Analysts have lowered their price target for Deckers Outdoor by over $12 per share to around $114. They cite concerns over softer second-half guidance, slowing growth in key brands like Hoka and Ugg, and increasing competitive pressures in the running footwear segment.
Analyst Commentary
Recent analyst reports on Deckers Outdoor present a nuanced view of the company's performance and outlook. While some analysts highlight areas of strength and resilience, others point to ongoing concerns tied to growth and competitive dynamics. The following summarizes both bullish and bearish perspectives:
Bullish Takeaways- Bullish analysts point to better than expected quarterly results, suggesting underlying business strength despite near-term headwinds.
- Price targets have been raised by some, reflecting increased confidence in improved sales and stronger plan attainment for Hoka and Ugg.
- Wholesale and international segments showed robust growth in the most recent quarter, underpinning positive sentiment toward diversified revenue drivers.
- Despite sector pressures, valuation is regarded as attractive by some, with shares described as trading at relatively inexpensive levels for the brand’s growth profile.
- Bearish analysts continue to cite slowing growth for key brands Hoka and Ugg, noting that momentum has softened compared to previous periods.
- Guidance for the second half of the year remains a concern, with expectations for reduced revenue growth and potential pressure on profitability.
- Direct-to-consumer channels have lagged, raising questions about Deckers’ ability to sustain its execution in an increasingly competitive landscape.
- Concerns about consensus estimates being too high persist, while competitive pressures in the core running footwear segment present ongoing challenges to margin expansion and brand positioning.
What's in the News
- Deckers Outdoor completed another share buyback tranche by repurchasing 2,600,000 shares for $282 million. Since 2017, the company has bought back over 46 million shares, representing more than 27% of shares outstanding (Company filing).
- The company issued new guidance for the fiscal year ending March 31, 2026. It is projecting approximately $5.35 billion in net sales and diluted earnings per share between $6.30 and $6.39 (Company guidance).
- Teva, a Deckers brand, announced its Autumn-Winter 2025 collection. The collection introduces new performance footwear such as the Hurricane Daybreaker family and an updated Tirra Sport sandal, with a focus on adventure and durability (Company announcement).
- Teva will launch a limited-edition collaboration with designer Sean Wotherspoon. This collaboration brings back the Wraptor silhouette and reimagines the Hurricane XLT2 sandal, with a global launch scheduled for August 2025 (Company announcement).

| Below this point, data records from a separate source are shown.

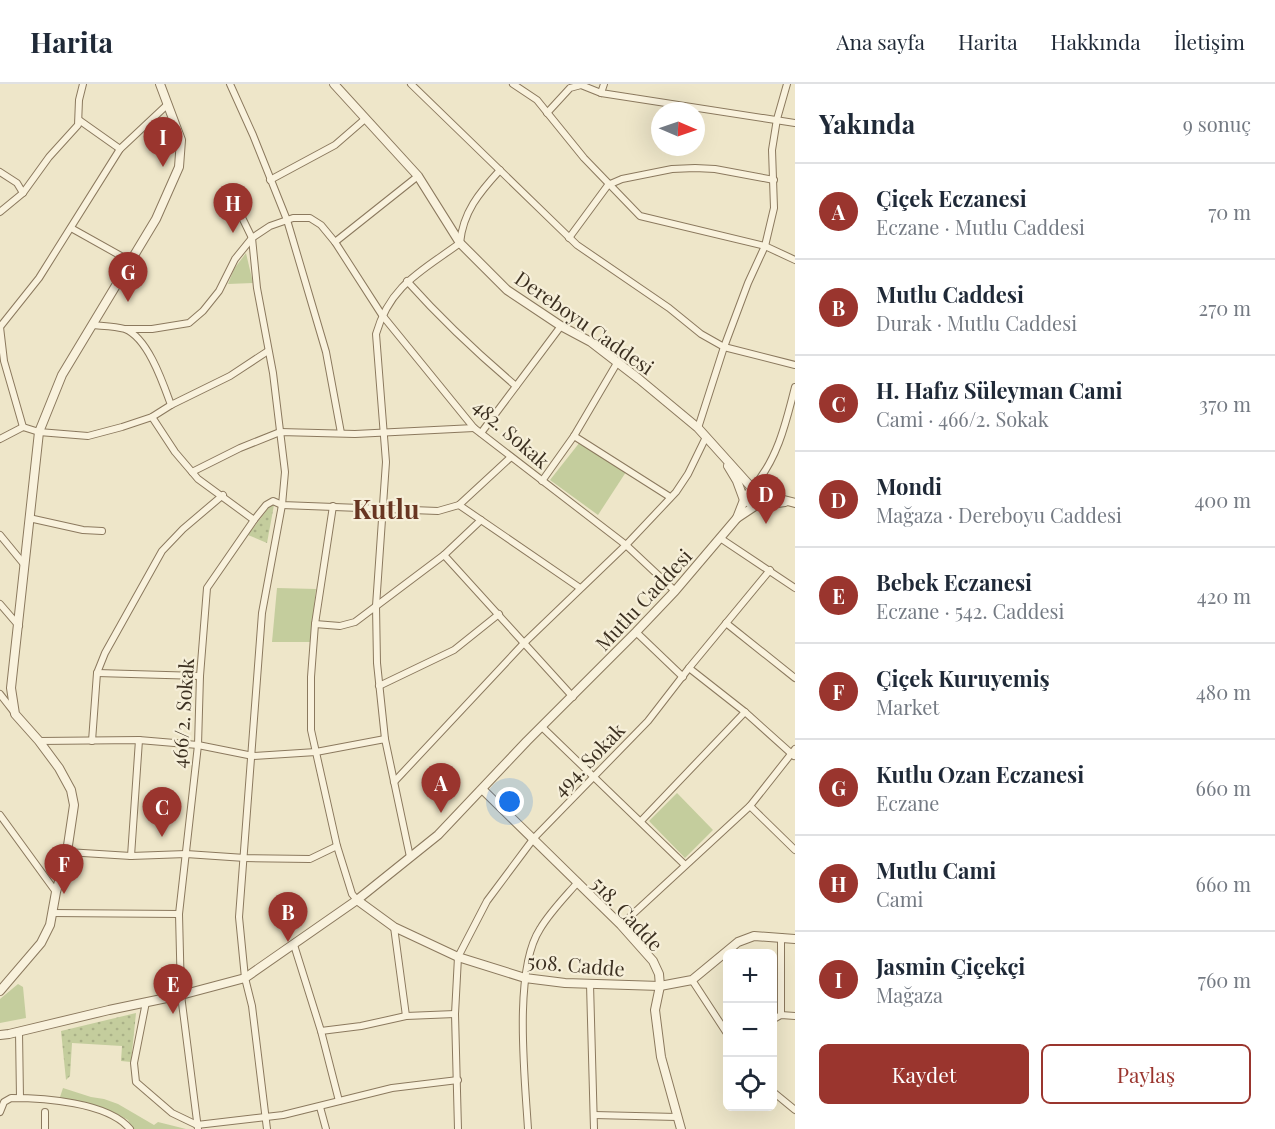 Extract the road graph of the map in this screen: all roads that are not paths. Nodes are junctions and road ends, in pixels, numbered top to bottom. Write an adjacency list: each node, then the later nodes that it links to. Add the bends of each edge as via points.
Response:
1 (83, 84): 14 (street)
2 (160, 84): 10 (street)
3 (230, 84): 20 (street)
4 (334, 84): 12 (street, Dereboyu Caddesi)
5 (411, 84): 17 (street)
6 (513, 84): 11 (street, via 537,100)
7 (603, 84): 9 (street)
8 (787, 84): 13 (street)
9 (601, 93): 11 (street, via 581,85 570,88); 13 (street)
10 (168, 104): 16 (street); 34 (street, via 181,140 179,167 156,219)
11 (547, 113): 22 (street)
12 (365, 118): 19 (street, Dereboyu Caddesi); 20 (street, via 335,145)
13 (777, 119): 15 (street); 21 (street, via 772,150)
14 (79, 120): 16 (street); 23 (street)
15 (795, 123)
16 (120, 149): 27 (street)
17 (500, 170): 29 (street); 31 (street, via 471,207 462,225)
18 (0, 172): 23 (street, via 17,183)
19 (418, 176): 30 (street); 31 (street, Dereboyu Caddesi)
20 (270, 180): 26 (street)
21 (774, 180): 22 (street, via 695,168 672,169); 32 (street, via 774,208)
22 (608, 185): 29 (street); 32 (street, via 640,216)
23 (23, 193): 25 (street)
24 (234, 201): 28 (street)
25 (0, 212)
26 (287, 220): 28 (street); 30 (street, 482. Sokak, via 310,218); 55 (street, via 326,352)
27 (71, 228): 34 (street); 39 (street, via 39,278)
28 (252, 238): 40 (street, via 235,259 219,291 189,323); 42 (street)
29 (569, 238): 41 (street)
30 (335, 242): 36 (street, 482. Sokak)
31 (460, 243): 35 (street); 38 (street, Dereboyu Caddesi, via 507,290)
32 (765, 246): 33 (street); 41 (street)
33 (795, 260)
34 (130, 261): 37 (street)
35 (407, 281): 36 (street); 46 (street, via 477,354)
36 (381, 315): 51 (street, 482. Sokak); 56 (street, via 376,334)
37 (92, 325): 40 (street); 53 (street, via 62,375)
38 (561, 326): 44 (street, Dereboyu Caddesi, via 591,342); 46 (street)
39 (0, 327): 43 (street)
40 (126, 329): 48 (street, via 149,354)
41 (724, 347): 45 (street); 52 (street)
42 (268, 351): 48 (street, via 230,376); 54 (street)
43 (2, 362): 50 (street)
44 (617, 363): 52 (street, Dereboyu Caddesi); 58 (street)
45 (795, 365)
46 (516, 386): 57 (street)
47 (795, 387): 64 (street, via 785,425)
48 (171, 405): 49 (street)
49 (152, 417): 53 (street, via 88,436); 63 (street)
50 (23, 427): 53 (street); 60 (street)
51 (474, 428): 56 (street); 57 (street, 482. Sokak)
52 (698, 428): 59 (street, Dereboyu Caddesi)
53 (39, 432): 77 (street)
54 (280, 432): 55 (street); 63 (street); 72 (street, via 285,472)
55 (341, 433): 56 (street)
56 (384, 433): 76 (street)
57 (481, 434): 62 (street, 482. Sokak)
58 (574, 436): 65 (street); 69 (street)
59 (706, 437): 61 (street, Dereboyu Caddesi); 69 (street, via 688,474)
60 (0, 439)
61 (718, 448): 66 (street, Dereboyu Caddesi); 70 (street)
62 (511, 457): 65 (street, 482. Sokak); 73 (street)
63 (192, 472): 68 (street)
64 (762, 477): 66 (street); 67 (street)
65 (542, 481): 84 (street, 482. Sokak)
66 (752, 488): 67 (street, Dereboyu Caddesi); 70 (street, Mutlu Caddesi)
67 (764, 494): 71 (street, Dereboyu Caddesi); 75 (street)
68 (223, 495): 79 (street); 101 (street, via 162,551)
69 (670, 497): 84 (street)
70 (744, 500): 75 (street); 78 (street, Mutlu Caddesi)
71 (793, 502): 75 (street)
72 (282, 504): 74 (street); 79 (street, 466/2. Sokak, via 273,501); 118 (street, via 262,613)
73 (459, 505): 76 (street, via 438,511); 80 (street)
74 (333, 506): 76 (street); 96 (street)
75 (755, 506): 78 (street)
76 (383, 508): 93 (street)
77 (29, 518): 81 (street); 86 (street)
78 (737, 518): 83 (street, Mutlu Caddesi)
79 (254, 519): 102 (street, 466/2. Sokak, via 207,588)
80 (481, 520): 85 (street); 90 (street)
81 (102, 531)
82 (0, 535): 86 (street)
83 (720, 538): 87 (street); 91 (street, Mutlu Caddesi)
84 (626, 545): 90 (street); 91 (street, 482. Sokak)
85 (444, 555): 93 (street); 94 (street)
86 (23, 563): 97 (street)
87 (770, 570): 89 (street); 95 (street, 494. Sokak)
88 (795, 578): 89 (street)
89 (794, 587)
90 (580, 588): 99 (street)
91 (675, 591): 98 (street, Mutlu Caddesi)
92 (0, 604): 97 (street)
93 (376, 606): 96 (street, via 347,625); 105 (street)
94 (499, 614): 99 (street); 105 (street, via 454,650)
95 (726, 623): 100 (street, 494. Sokak); 104 (street)
96 (315, 624): 116 (street, via 310,677 311,730)
97 (19, 627): 109 (street, via 11,688)
98 (636, 632): 103 (street); 107 (street, Mutlu Caddesi)
99 (525, 642): 107 (street); 120 (street)
100 (689, 668): 103 (street, 494. Sokak); 108 (street)
101 (97, 673): 102 (street); 114 (street)
102 (200, 676): 115 (street, 466/2. Sokak)
103 (683, 677): 119 (street, 494. Sokak, via 648,721)
104 (795, 678)
105 (379, 686): 111 (street)
106 (0, 694): 109 (street)
107 (573, 697): 110 (street, Mutlu Caddesi)
108 (745, 712): 117 (street); 124 (street)
109 (15, 714): 113 (street)
110 (542, 727): 119 (street); 121 (street, Mutlu Caddesi)
111 (385, 739): 116 (street); 120 (street)
112 (139, 740): 114 (street); 115 (street); 130 (street)
113 (39, 741): 114 (street); 128 (street, via 71,790 74,806)
114 (92, 741)
115 (198, 745): 118 (street); 129 (street, 466/2. Sokak)
116 (316, 752): 118 (street); 126 (street)
117 (794, 753): 122 (street)
118 (253, 756): 132 (street)
119 (594, 777): 124 (street); 125 (street, 494. Sokak)
120 (394, 782): 131 (street)
121 (483, 790): 125 (street, 518. Cadde); 131 (street, Mutlu Caddesi)
122 (750, 806): 127 (street); 133 (street)
123 (0, 815): 135 (street)
124 (641, 821): 133 (street)
125 (534, 838): 134 (street, 518. Cadde); 144 (street, 494. Sokak, via 486,901)
126 (337, 846): 132 (street, via 310,859); 136 (street)
127 (795, 850)
128 (67, 852): 130 (street); 135 (street)
129 (186, 854): 130 (street); 132 (street); 138 (street, 466/2. Sokak)
130 (131, 856)
131 (410, 857): 136 (street, Mutlu Caddesi)
132 (244, 858): 145 (street, via 239,917)
133 (685, 865): 139 (street)
134 (578, 882): 139 (street, 518. Cadde); 146 (street, via 539,929 528,953)
135 (56, 892): 137 (street)
136 (357, 900): 140 (street, 508. Cadde); 143 (street, Mutlu Caddesi)
137 (52, 912): 138 (street); 150 (street, via 41,943)
138 (179, 914): 151 (street, 466/2. Sokak)
139 (621, 925): 149 (street, 518. Cadde, via 653,961)
140 (394, 927): 144 (street, 508. Cadde); 155 (street)
141 (781, 937): 142 (street, 508. Cadde); 147 (street, 508. Cadde, via 754,936 738,942); 154 (street)
142 (795, 939)
143 (294, 945): 145 (street, Mutlu Caddesi); 159 (street)
144 (458, 957): 146 (street, 508. Cadde); 153 (street, 494. Sokak)
145 (245, 978): 151 (street, Mutlu Caddesi); 171 (street)
146 (525, 978): 148 (street, 508. Cadde); 179 (street)
147 (692, 980): 149 (street, 508. Cadde); 158 (street)
148 (590, 984): 149 (street, 508. Cadde); 170 (street)
149 (660, 986): 172 (street, 518. Cadde, via 655,1010 661,1057)
150 (0, 991)
151 (181, 995): 152 (street, Mutlu Caddesi); 173 (street, 466/2. Sokak)
152 (146, 1002): 160 (street, Mutlu Caddesi); 173 (street, via 134,1064 136,1082 172,1113)
153 (454, 1014): 155 (street); 162 (street, 494. Sokak)
154 (781, 1015): 156 (street); 157 (street)
155 (406, 1016): 159 (street)
156 (795, 1016)
157 (777, 1017)
158 (723, 1027)
159 (321, 1031): 165 (street)
160 (19, 1032): 161 (street, Mutlu Caddesi); 164 (street)
161 (0, 1035)
162 (458, 1080): 165 (street, via 392,1088); 178 (street, 494. Sokak)
163 (777, 1095): 167 (street)
164 (20, 1098): 168 (street, via 4,1102); 175 (street, via 69,1102 115,1117)
165 (339, 1101): 166 (street)
166 (320, 1107): 171 (street); 177 (street)
167 (795, 1110)
168 (0, 1112)
169 (45, 1112): 174 (street)
170 (594, 1115): 172 (street); 180 (street)
171 (265, 1117): 173 (street); 176 (street)
172 (677, 1117): 181 (street, 518. Cadde)
173 (198, 1127)
174 (45, 1129)
175 (130, 1129)
176 (267, 1129)
177 (327, 1129)
178 (458, 1129)
179 (528, 1129)
180 (594, 1129)
181 (681, 1129)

- HOKA unveiled the Mafate 5 with new Rocker Integrity Technology to enhance trail running performance and initiated a UTMB Mont-Blanc inspired Strava challenge for runners (Company announcement).
Valuation Changes
- Fair Value Estimate has declined from $126.77 per share to $114.36 per share, reflecting a notable decrease of over $12.
- Discount Rate has edged down marginally, moving from 8.45% to 8.45%.
- Consensus Revenue Growth expectations have fallen significantly, from 8.12% previously to 6.89% now.
- Net Profit Margin projection has slipped slightly, decreasing from 16.80% to 16.77%.
- Future Price-to-Earnings (P/E) Ratio forecast has dropped from 20.50x to 18.20x. This indicates a lower valuation multiple being applied to future earnings.
Have other thoughts on Deckers Outdoor?
Create your own narrative on this stock, and estimate its Fair Value using our Valuator tool.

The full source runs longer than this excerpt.